Is my data safe when using this tool?

Yes. All key generation and formatting happens client-side in your browser using JavaScript. No data is transmitted to any server. You can safely use this tool with proprietary product copy, unreleased feature strings, and internal UI text.

What naming conventions are supported?

Three conventions are supported: dot notation (common.buttons.submit), snake_case (common_buttons_submit), and camelCase (commonButtonsSubmit). You can choose the convention that matches your project's existing i18n setup.

How does the tool categorize my text?

The tool analyzes each input string and categorizes it as buttons, labels, errors, navigation, status, content, or common based on keywords and patterns.
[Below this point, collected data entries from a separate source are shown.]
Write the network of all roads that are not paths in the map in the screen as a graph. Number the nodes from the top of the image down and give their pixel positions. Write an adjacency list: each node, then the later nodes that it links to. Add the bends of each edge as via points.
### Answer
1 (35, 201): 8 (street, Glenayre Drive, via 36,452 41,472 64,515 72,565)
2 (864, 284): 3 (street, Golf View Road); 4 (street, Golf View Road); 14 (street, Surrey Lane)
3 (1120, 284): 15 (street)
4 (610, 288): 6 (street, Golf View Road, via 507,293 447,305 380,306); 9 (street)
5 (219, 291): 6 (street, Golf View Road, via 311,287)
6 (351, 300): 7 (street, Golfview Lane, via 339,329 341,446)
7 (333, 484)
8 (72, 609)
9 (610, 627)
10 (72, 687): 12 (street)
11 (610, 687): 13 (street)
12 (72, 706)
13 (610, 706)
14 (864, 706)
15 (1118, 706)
For example, 'Submit Order' is categorized as 'buttons' while 'Email is required' is categorized as 'errors'. You can always override the suggested key.

What output formats are available?

The tool supports JSON (flat keys and nested objects), YAML, TypeScript const exports, Java Properties files, XLIFF 1.2, and PO/Gettext format. These cover frameworks like react-i18next, vue-i18n, next-intl, Angular i18n, Spring Boot MessageSource, Rails I18n, and Django gettext.
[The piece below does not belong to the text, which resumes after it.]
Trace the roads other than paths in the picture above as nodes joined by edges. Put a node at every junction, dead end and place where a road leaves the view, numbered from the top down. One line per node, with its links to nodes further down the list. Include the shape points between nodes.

What is key collision detection?

When two or more input strings generate the same translation key, the tool shows a warning with the duplicated key and the row numbers involved. This prevents accidental overwrites in your translation files where one value would silently replace another.

Can I use a custom namespace prefix?

Yes. Enter any prefix in the namespace field (e.g. 'pages.checkout' or 'components.modal'). The prefix is prepended to all generated keys, helping organize translations by page, component, or feature module.

Does the batch mode handle large inputs?

Yes. In batch mode, paste any number of strings (one per line) and click Generate Keys to process them all at once. This is useful when extracting strings from an entire page or component. The tool handles hundreds of strings without performance issues since everything runs locally.